# TASK DIRECTIONS
Set down every entry again word for word, please, but skip the pictures.

========================================================================

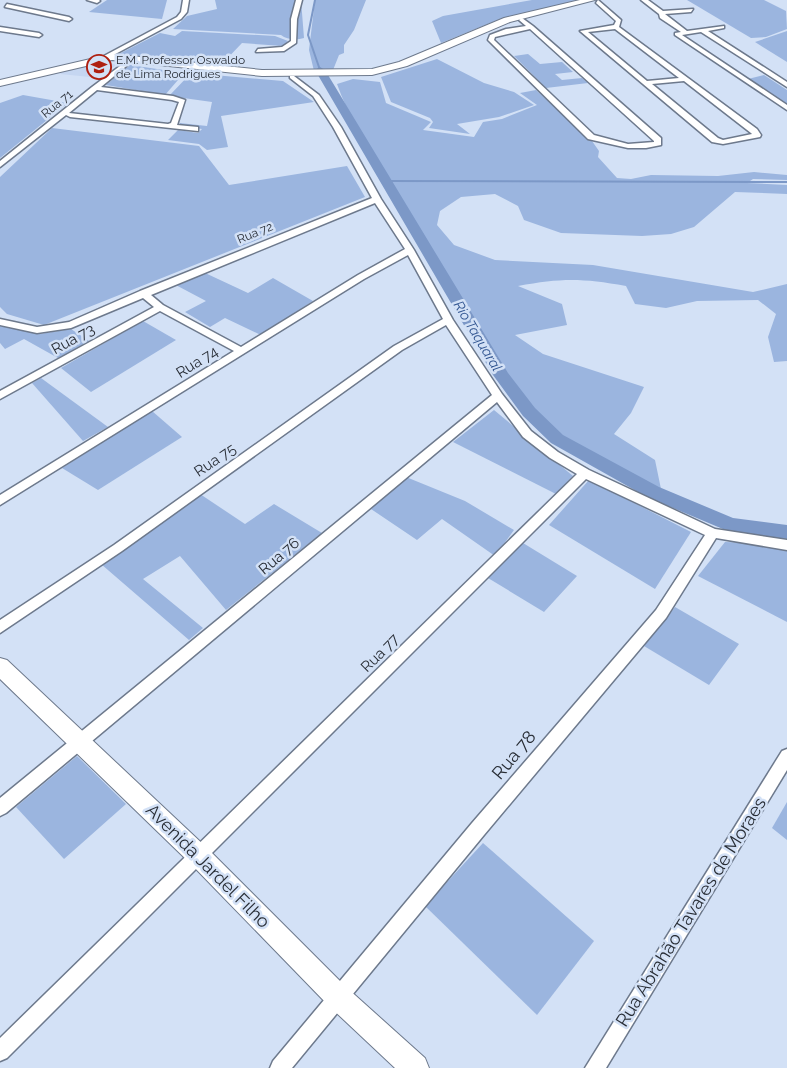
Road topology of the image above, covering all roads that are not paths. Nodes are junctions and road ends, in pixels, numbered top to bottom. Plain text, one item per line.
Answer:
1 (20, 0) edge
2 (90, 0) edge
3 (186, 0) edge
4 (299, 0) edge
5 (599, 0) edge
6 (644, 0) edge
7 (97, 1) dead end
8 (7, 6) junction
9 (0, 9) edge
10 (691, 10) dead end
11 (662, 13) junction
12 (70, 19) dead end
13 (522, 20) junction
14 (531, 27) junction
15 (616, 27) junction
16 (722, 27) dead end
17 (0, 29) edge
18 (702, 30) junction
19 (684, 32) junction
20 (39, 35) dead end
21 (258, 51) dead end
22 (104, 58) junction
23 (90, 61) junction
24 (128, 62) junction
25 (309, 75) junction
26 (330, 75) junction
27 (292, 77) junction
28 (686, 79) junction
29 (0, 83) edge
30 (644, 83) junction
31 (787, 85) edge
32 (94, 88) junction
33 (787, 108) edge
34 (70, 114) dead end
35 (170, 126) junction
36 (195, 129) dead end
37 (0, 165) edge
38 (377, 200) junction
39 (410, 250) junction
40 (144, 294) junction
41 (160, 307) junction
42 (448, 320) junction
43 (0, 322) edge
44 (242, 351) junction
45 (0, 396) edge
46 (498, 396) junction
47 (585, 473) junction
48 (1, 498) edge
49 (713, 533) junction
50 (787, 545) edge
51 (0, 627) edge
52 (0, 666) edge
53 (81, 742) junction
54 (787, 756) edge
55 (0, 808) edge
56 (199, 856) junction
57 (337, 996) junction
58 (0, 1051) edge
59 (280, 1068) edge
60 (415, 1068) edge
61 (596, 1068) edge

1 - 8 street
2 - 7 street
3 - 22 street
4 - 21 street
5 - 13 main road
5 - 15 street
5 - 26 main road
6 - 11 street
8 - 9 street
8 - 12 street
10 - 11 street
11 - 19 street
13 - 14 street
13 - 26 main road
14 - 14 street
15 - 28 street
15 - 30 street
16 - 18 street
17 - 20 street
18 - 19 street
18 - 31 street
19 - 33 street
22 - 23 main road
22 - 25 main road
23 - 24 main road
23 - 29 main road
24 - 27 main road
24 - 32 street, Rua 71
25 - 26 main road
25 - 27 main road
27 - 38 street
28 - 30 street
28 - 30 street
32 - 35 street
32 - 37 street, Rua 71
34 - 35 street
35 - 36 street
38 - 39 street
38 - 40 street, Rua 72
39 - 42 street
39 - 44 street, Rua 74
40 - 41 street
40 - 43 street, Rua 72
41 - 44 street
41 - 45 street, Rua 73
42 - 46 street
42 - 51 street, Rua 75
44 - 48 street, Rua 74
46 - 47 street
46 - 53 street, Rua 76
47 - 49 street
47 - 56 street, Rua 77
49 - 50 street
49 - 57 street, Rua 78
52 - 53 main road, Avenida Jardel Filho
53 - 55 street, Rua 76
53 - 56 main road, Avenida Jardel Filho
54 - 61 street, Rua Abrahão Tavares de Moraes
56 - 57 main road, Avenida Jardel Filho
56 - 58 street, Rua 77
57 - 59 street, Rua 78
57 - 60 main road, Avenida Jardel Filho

========================================================================

# COMPLETED TASK
Road topology of the image above, covering all roads that are not paths. Nodes are junctions and road ends, in pixels, numbered top to bottom. Plain text, one item per line.
Answer:
1 (20, 0) edge
2 (90, 0) edge
3 (186, 0) edge
4 (299, 0) edge
5 (599, 0) edge
6 (644, 0) edge
7 (97, 1) dead end
8 (7, 6) junction
9 (0, 9) edge
10 (691, 10) dead end
11 (662, 13) junction
12 (70, 19) dead end
13 (522, 20) junction
14 (531, 27) junction
15 (616, 27) junction
16 (722, 27) dead end
17 (0, 29) edge
18 (702, 30) junction
19 (684, 32) junction
20 (39, 35) dead end
21 (258, 51) dead end
22 (104, 58) junction
23 (90, 61) junction
24 (128, 62) junction
25 (309, 75) junction
26 (330, 75) junction
27 (292, 77) junction
28 (686, 79) junction
29 (0, 83) edge
30 (644, 83) junction
31 (787, 85) edge
32 (94, 88) junction
33 (787, 108) edge
34 (70, 114) dead end
35 (170, 126) junction
36 (195, 129) dead end
37 (0, 165) edge
38 (377, 200) junction
39 (410, 250) junction
40 (144, 294) junction
41 (160, 307) junction
42 (448, 320) junction
43 (0, 322) edge
44 (242, 351) junction
45 (0, 396) edge
46 (498, 396) junction
47 (585, 473) junction
48 (1, 498) edge
49 (713, 533) junction
50 (787, 545) edge
51 (0, 627) edge
52 (0, 666) edge
53 (81, 742) junction
54 (787, 756) edge
55 (0, 808) edge
56 (199, 856) junction
57 (337, 996) junction
58 (0, 1051) edge
59 (280, 1068) edge
60 (415, 1068) edge
61 (596, 1068) edge

1 - 8 street
2 - 7 street
3 - 22 street
4 - 21 street
5 - 13 main road
5 - 15 street
5 - 26 main road
6 - 11 street
8 - 9 street
8 - 12 street
10 - 11 street
11 - 19 street
13 - 14 street
13 - 26 main road
14 - 14 street
15 - 28 street
15 - 30 street
16 - 18 street
17 - 20 street
18 - 19 street
18 - 31 street
19 - 33 street
22 - 23 main road
22 - 25 main road
23 - 24 main road
23 - 29 main road
24 - 27 main road
24 - 32 street, Rua 71
25 - 26 main road
25 - 27 main road
27 - 38 street
28 - 30 street
28 - 30 street
32 - 35 street
32 - 37 street, Rua 71
34 - 35 street
35 - 36 street
38 - 39 street
38 - 40 street, Rua 72
39 - 42 street
39 - 44 street, Rua 74
40 - 41 street
40 - 43 street, Rua 72
41 - 44 street
41 - 45 street, Rua 73
42 - 46 street
42 - 51 street, Rua 75
44 - 48 street, Rua 74
46 - 47 street
46 - 53 street, Rua 76
47 - 49 street
47 - 56 street, Rua 77
49 - 50 street
49 - 57 street, Rua 78
52 - 53 main road, Avenida Jardel Filho
53 - 55 street, Rua 76
53 - 56 main road, Avenida Jardel Filho
54 - 61 street, Rua Abrahão Tavares de Moraes
56 - 57 main road, Avenida Jardel Filho
56 - 58 street, Rua 77
57 - 59 street, Rua 78
57 - 60 main road, Avenida Jardel Filho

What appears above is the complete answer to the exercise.